INFORMATION SUPPLIED ::
· · · · · · ·
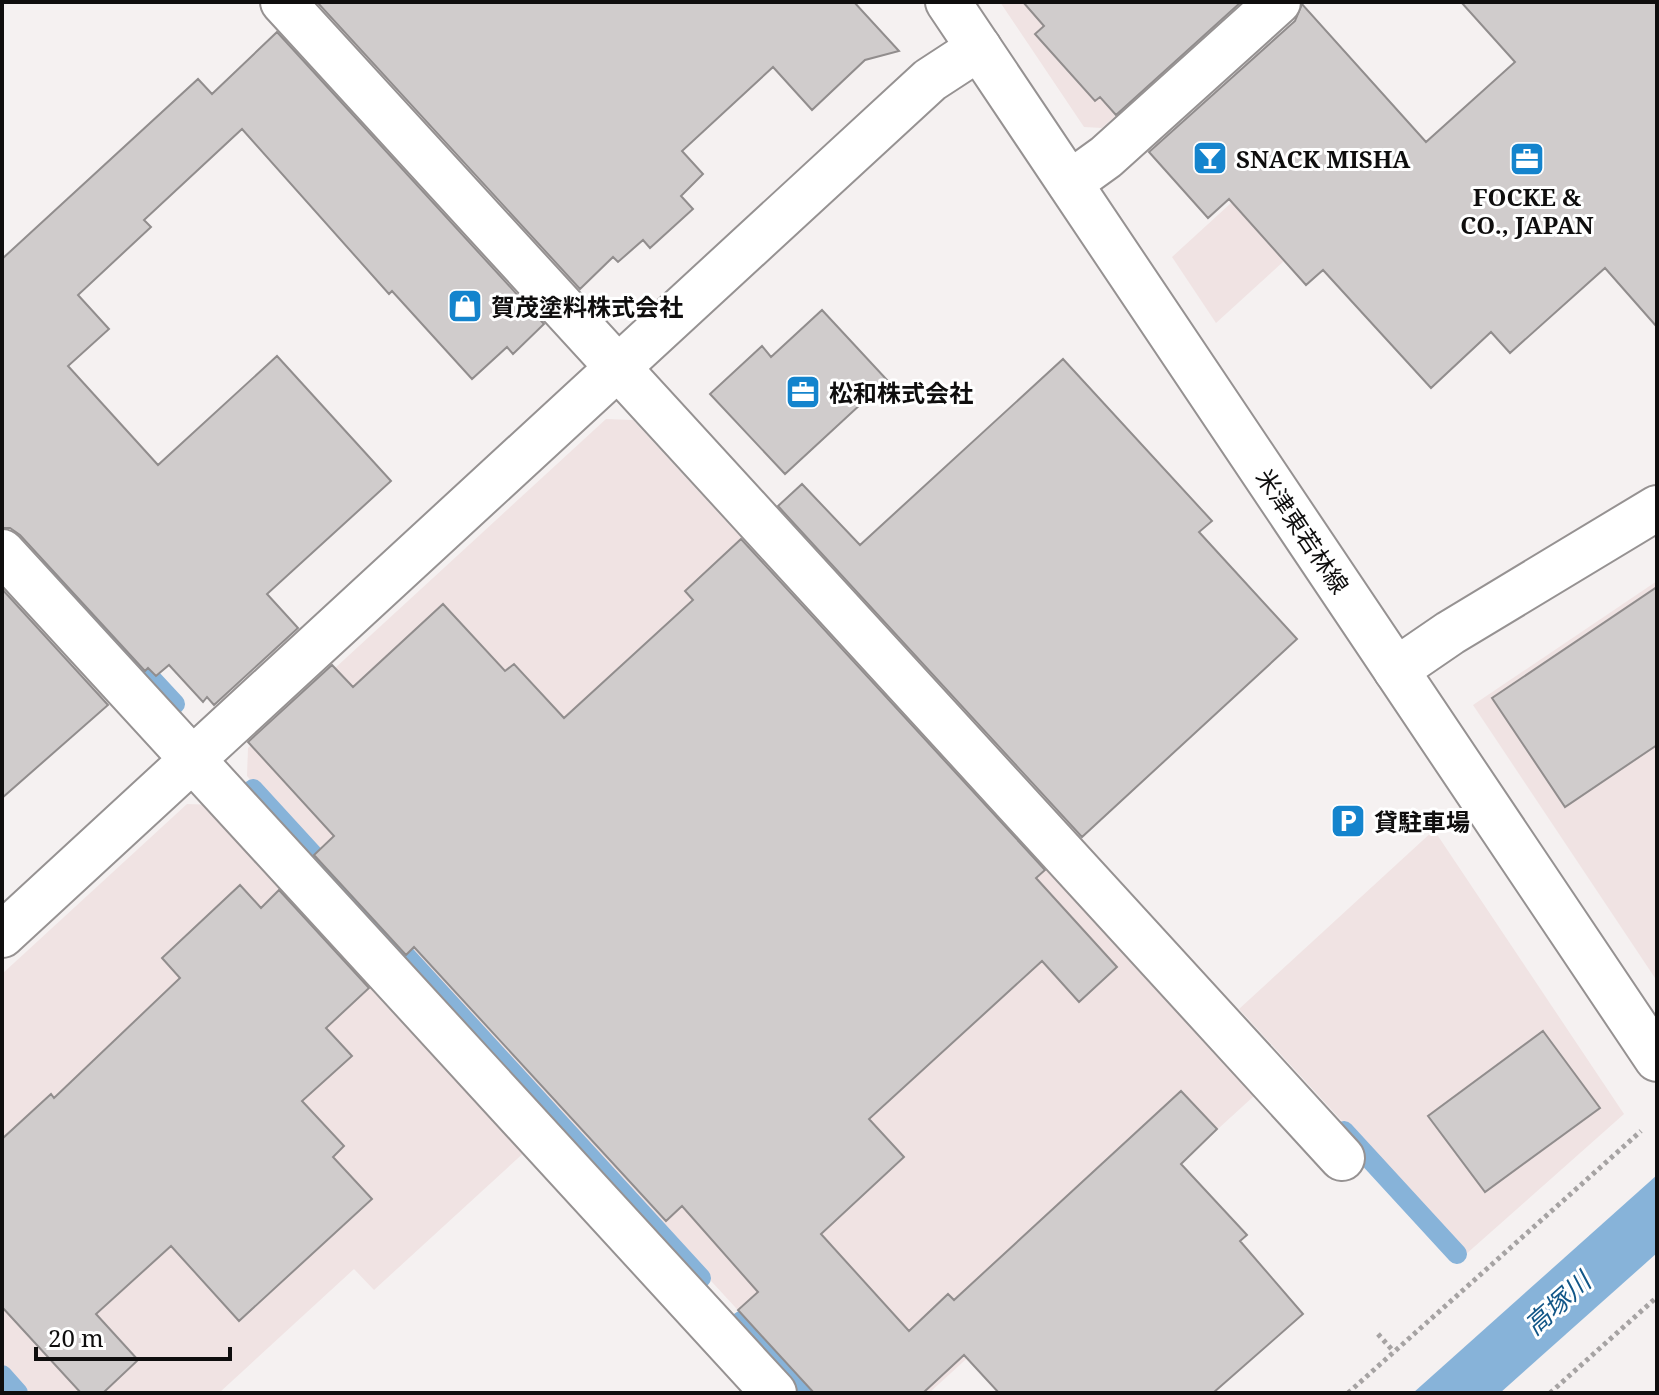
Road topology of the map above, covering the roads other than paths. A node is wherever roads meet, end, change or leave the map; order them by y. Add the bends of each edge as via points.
1 (283, 2) edge
2 (948, 2) edge
3 (1278, 2) edge
4 (979, 48) junction
5 (1070, 183) junction
6 (618, 368) junction
7 (1657, 508) edge
8 (2, 552) edge
9 (1396, 670) junction
10 (193, 759) junction
11 (2, 935) edge
12 (1657, 1059) edge
13 (1342, 1158) dead end
14 (774, 1393) edge

1 - 6 street
2 - 4 street, 米津東若林線
3 - 5 street via 1106,157
4 - 5 street, 米津東若林線
4 - 6 street via 930,80
5 - 9 street, 米津東若林線
6 - 10 street
6 - 13 street
7 - 9 street
8 - 10 street
9 - 12 street, 米津東若林線
10 - 11 street
10 - 14 street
· · · · · · ·
The output must match the records word for word, except that no pictures appear.

TASK RESPONSE ::
Road topology of the map above, covering the roads other than paths. A node is wherever roads meet, end, change or leave the map; order them by y. Add the bends of each edge as via points.
1 (283, 2) edge
2 (948, 2) edge
3 (1278, 2) edge
4 (979, 48) junction
5 (1070, 183) junction
6 (618, 368) junction
7 (1657, 508) edge
8 (2, 552) edge
9 (1396, 670) junction
10 (193, 759) junction
11 (2, 935) edge
12 (1657, 1059) edge
13 (1342, 1158) dead end
14 (774, 1393) edge

1 - 6 street
2 - 4 street, 米津東若林線
3 - 5 street via 1106,157
4 - 5 street, 米津東若林線
4 - 6 street via 930,80
5 - 9 street, 米津東若林線
6 - 10 street
6 - 13 street
7 - 9 street
8 - 10 street
9 - 12 street, 米津東若林線
10 - 11 street
10 - 14 street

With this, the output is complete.